Since last Thursday and for a period three months, Bankia offers to all small shareholders who participated in the stock market debut of the entity the option to recover 100% of your investment, plus an annual interest rate of 1%, by just filling a form and return for giving to undertake prosecution.
Bankia is a partially nationalized entity that emerged in 2011 following the merger of seven Spanish savings banks, and soon after, in 2012, received 22,000 million euros in public funds to address the financial hole I had.

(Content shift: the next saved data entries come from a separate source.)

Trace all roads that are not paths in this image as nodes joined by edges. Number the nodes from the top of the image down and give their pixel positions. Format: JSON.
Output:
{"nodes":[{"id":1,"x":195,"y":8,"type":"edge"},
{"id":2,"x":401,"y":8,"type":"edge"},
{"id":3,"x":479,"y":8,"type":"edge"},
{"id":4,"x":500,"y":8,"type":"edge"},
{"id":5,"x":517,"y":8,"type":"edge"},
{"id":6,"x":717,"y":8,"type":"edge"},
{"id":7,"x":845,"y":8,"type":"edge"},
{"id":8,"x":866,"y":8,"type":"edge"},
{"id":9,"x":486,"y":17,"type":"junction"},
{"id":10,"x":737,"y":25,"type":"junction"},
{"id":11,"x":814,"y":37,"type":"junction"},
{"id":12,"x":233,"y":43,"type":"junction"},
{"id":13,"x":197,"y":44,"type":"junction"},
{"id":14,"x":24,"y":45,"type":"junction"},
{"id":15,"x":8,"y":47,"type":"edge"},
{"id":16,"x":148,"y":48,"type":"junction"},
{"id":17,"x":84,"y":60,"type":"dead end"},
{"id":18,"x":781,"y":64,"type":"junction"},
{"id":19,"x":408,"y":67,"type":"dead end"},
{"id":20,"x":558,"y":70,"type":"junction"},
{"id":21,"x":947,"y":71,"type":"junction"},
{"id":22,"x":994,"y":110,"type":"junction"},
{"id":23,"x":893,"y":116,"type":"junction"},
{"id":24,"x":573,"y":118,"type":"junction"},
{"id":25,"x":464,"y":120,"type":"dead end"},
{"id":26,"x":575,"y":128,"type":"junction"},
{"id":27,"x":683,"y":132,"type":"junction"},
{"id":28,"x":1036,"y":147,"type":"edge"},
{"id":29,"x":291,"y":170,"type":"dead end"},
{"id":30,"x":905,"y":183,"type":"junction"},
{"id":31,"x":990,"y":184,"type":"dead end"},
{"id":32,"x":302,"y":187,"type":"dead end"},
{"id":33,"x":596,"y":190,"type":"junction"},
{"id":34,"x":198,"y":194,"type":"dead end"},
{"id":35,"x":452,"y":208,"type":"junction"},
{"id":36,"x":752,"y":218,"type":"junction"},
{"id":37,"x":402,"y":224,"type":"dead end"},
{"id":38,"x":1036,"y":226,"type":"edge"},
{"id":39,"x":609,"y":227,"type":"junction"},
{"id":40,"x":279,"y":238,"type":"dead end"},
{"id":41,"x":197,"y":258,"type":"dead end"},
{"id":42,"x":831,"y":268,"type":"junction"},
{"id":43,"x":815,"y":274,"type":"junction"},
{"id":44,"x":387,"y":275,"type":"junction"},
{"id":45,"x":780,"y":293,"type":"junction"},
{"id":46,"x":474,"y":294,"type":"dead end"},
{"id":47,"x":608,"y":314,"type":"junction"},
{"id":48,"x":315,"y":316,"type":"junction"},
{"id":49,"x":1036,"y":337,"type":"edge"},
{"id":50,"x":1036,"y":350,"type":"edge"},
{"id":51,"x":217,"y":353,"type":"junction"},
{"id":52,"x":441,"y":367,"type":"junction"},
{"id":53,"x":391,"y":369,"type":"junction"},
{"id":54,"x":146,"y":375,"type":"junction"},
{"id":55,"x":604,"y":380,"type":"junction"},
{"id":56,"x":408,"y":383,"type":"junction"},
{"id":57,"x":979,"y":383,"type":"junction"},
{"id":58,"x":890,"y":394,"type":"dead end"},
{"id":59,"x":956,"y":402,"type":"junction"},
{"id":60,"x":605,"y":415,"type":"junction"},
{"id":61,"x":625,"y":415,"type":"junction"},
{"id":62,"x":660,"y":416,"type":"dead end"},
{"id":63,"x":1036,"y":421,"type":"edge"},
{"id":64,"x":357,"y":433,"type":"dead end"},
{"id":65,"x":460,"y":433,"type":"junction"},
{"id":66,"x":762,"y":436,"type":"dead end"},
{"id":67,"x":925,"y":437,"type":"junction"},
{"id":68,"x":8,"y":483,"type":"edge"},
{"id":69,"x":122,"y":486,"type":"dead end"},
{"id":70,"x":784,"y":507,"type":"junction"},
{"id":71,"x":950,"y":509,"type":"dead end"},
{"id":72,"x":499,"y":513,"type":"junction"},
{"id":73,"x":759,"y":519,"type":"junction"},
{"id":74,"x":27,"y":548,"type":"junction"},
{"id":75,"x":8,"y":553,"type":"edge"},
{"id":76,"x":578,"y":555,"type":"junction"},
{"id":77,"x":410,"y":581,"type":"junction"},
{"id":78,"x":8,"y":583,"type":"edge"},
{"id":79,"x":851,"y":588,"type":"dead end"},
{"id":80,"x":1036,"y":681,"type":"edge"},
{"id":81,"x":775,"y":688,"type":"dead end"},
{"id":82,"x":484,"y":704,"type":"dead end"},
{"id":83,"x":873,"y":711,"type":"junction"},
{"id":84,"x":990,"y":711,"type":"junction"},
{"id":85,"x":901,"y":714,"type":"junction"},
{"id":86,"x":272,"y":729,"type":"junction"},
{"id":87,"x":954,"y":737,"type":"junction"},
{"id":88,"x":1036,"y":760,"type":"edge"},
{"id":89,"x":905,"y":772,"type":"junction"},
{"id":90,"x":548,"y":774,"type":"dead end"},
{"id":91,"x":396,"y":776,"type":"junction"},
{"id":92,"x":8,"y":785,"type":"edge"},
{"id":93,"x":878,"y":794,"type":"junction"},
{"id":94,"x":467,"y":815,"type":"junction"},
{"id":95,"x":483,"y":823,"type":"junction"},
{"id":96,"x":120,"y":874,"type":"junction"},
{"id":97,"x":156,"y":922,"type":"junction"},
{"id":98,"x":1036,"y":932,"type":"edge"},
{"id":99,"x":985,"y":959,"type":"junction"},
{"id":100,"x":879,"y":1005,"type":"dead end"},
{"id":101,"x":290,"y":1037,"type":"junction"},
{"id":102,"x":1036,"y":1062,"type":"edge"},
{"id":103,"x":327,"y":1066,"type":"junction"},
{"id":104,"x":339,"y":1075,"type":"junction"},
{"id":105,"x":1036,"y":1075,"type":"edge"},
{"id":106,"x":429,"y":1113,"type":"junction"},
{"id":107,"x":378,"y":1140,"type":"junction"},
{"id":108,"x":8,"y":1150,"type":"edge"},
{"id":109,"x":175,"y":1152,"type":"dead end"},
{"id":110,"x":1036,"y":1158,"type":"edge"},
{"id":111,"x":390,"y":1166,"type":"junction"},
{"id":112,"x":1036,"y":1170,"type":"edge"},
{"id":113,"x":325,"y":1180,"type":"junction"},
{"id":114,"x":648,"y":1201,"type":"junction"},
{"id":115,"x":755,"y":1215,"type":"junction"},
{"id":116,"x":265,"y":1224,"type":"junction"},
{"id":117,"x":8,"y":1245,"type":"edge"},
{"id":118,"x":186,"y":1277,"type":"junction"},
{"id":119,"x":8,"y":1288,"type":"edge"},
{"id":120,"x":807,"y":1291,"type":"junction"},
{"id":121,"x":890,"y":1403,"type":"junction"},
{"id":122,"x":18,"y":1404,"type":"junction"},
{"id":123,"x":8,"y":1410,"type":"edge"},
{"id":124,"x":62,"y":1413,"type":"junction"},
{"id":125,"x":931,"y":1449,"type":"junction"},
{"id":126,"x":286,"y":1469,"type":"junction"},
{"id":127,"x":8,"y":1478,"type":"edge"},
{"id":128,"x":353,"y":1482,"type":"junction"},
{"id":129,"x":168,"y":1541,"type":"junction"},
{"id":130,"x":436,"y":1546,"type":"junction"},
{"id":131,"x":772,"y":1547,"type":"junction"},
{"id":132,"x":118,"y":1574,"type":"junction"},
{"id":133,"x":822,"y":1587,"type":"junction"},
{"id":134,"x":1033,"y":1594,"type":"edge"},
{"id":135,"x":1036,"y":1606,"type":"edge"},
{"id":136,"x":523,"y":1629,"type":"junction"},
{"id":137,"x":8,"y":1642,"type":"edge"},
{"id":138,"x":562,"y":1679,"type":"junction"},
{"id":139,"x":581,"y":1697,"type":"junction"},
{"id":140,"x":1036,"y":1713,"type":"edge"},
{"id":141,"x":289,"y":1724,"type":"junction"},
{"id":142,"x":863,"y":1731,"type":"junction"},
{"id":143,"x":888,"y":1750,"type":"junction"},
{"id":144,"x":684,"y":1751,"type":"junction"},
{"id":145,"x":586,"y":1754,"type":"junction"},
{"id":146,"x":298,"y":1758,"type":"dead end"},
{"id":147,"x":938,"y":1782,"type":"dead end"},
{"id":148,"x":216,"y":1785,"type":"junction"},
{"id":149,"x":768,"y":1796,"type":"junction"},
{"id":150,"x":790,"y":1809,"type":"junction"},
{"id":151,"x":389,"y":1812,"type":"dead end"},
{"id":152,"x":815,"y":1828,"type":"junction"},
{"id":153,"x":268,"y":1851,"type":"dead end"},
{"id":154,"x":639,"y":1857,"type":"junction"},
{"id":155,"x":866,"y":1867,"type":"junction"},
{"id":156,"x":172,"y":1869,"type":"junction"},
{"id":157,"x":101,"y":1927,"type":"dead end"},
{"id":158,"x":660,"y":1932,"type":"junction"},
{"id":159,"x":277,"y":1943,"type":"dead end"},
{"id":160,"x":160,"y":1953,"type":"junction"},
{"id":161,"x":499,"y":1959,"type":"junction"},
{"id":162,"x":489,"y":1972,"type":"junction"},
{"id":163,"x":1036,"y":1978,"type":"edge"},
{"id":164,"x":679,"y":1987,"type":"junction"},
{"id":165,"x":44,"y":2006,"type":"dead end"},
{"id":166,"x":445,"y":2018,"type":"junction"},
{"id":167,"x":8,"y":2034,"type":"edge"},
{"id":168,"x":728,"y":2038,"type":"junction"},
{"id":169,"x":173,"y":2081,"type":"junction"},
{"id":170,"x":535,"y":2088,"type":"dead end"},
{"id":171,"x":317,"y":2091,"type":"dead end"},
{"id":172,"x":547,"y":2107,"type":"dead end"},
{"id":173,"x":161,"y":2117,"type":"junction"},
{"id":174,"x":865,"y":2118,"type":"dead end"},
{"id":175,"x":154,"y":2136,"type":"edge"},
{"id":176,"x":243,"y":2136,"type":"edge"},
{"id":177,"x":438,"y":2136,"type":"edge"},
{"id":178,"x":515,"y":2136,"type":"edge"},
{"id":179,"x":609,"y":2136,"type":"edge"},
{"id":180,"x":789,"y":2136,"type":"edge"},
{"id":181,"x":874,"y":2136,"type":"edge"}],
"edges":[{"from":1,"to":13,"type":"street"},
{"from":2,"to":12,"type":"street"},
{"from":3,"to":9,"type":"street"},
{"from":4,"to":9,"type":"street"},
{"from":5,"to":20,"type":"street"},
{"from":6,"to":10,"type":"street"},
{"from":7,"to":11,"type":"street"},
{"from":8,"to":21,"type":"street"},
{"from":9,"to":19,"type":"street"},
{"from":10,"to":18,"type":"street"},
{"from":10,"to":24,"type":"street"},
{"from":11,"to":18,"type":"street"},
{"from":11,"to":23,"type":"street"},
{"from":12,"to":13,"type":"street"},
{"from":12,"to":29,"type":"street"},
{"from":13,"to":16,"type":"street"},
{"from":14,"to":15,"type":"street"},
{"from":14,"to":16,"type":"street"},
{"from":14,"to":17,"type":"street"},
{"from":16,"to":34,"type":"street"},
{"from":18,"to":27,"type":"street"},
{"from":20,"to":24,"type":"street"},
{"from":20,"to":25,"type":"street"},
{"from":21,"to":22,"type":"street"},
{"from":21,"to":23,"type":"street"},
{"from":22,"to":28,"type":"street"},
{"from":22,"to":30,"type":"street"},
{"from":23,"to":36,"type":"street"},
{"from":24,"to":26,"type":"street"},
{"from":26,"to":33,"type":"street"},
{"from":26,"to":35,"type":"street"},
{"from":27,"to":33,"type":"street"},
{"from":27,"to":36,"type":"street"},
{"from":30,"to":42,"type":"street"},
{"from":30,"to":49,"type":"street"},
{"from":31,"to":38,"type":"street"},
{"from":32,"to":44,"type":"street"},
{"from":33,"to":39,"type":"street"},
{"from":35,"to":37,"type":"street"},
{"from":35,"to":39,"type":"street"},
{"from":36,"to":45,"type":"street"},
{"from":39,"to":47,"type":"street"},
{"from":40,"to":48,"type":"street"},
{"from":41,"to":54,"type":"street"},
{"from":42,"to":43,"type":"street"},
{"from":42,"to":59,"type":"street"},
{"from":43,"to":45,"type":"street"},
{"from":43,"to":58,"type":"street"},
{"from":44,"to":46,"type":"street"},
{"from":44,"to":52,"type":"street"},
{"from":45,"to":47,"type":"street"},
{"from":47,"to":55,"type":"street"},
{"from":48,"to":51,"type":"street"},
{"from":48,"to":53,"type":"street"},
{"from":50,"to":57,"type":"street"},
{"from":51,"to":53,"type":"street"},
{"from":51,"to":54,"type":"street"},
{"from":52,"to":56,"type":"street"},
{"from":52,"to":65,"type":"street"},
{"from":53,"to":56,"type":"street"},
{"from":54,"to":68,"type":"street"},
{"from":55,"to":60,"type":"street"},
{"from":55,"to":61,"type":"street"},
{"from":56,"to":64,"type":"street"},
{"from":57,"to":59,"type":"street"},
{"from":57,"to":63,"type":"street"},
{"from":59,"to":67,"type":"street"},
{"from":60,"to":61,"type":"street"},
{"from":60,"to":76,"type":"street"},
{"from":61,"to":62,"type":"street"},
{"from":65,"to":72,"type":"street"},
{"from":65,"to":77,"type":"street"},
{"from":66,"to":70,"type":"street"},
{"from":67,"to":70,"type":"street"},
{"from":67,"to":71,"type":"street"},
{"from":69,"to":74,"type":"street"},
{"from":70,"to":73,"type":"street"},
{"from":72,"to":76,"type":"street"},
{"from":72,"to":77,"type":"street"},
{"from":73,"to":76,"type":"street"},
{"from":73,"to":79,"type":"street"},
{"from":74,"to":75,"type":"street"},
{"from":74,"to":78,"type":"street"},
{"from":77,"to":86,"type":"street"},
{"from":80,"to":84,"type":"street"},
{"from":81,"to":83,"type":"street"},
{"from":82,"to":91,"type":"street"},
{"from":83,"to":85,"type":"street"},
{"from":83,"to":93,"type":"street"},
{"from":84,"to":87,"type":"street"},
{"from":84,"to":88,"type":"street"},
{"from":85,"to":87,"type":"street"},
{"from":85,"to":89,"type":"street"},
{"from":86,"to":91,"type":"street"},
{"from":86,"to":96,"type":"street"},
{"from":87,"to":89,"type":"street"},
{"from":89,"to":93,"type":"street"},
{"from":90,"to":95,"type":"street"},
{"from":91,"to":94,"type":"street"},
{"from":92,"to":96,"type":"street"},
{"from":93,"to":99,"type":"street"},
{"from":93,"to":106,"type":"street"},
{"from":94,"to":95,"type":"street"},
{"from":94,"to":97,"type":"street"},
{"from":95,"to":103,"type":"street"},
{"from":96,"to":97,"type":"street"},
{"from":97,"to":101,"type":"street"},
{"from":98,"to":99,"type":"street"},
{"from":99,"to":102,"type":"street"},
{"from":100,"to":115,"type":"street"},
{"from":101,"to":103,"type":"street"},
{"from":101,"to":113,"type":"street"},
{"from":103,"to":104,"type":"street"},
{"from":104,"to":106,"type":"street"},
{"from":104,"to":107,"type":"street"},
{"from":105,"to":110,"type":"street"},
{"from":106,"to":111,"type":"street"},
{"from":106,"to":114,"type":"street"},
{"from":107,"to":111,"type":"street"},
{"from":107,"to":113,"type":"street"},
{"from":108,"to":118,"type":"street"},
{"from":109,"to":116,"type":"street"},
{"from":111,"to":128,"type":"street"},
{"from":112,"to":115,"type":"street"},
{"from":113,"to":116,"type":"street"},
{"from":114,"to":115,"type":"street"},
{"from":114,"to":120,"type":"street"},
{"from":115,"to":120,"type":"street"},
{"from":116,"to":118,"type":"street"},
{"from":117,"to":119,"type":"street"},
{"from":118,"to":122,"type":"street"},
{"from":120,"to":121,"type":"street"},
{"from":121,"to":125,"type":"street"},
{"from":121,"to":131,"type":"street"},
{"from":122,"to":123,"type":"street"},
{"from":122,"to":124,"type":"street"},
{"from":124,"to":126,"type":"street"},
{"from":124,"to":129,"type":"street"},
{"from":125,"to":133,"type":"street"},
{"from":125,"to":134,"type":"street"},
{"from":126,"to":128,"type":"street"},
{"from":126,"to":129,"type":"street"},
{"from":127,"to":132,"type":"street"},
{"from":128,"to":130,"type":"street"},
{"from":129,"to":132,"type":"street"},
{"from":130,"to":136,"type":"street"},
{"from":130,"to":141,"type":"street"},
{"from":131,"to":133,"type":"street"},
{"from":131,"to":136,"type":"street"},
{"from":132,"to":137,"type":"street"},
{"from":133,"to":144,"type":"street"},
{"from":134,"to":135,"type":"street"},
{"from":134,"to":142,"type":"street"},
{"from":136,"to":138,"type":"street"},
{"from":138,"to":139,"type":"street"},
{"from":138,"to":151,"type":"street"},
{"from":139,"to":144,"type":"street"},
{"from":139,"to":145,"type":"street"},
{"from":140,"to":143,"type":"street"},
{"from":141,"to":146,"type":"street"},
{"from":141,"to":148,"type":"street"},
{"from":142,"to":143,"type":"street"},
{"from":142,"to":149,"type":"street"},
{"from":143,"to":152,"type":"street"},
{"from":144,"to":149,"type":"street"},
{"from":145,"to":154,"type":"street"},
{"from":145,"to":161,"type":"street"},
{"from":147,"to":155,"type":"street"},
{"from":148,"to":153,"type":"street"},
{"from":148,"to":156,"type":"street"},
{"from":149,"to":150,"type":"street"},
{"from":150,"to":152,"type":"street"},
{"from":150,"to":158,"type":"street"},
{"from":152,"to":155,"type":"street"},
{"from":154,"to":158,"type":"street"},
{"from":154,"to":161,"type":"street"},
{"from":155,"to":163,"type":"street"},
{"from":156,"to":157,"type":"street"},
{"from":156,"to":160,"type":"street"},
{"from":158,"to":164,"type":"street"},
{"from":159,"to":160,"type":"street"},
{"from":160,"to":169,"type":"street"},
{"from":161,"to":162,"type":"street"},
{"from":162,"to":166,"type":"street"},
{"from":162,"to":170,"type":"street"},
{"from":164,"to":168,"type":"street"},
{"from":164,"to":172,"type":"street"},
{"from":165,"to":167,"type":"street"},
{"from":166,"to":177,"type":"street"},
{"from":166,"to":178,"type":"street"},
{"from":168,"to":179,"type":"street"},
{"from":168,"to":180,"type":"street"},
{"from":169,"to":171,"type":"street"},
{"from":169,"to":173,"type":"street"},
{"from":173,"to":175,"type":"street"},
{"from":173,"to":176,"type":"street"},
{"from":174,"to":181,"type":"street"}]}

The company estimates that this proposal could be targeted 200,000 small investors, who would recover around 1,500 million euros (1.673 million dollars at current exchange rates).
from it are excluded from large institutional investors who attended the offer because, as noted by the Supreme Court, these had more means to know the status of the entity.
also eligible for this measure those who were directors and executives of Bankia at the time of the IPO.
the Spanish bank went public in 2011, when it was run by Rodrigo Rato, who is also managing director of the IMF ( 2004-07) was Minister of Economy and Vice President of the Spanish Government (1996-2004).
Rato, who presided over the institution between 2010 and 2012 and was dismissed when Bankia was partially nationalized, is being investigated for alleged fraud and false accounting, as well as misuse of fiscally opaque cards for its officers.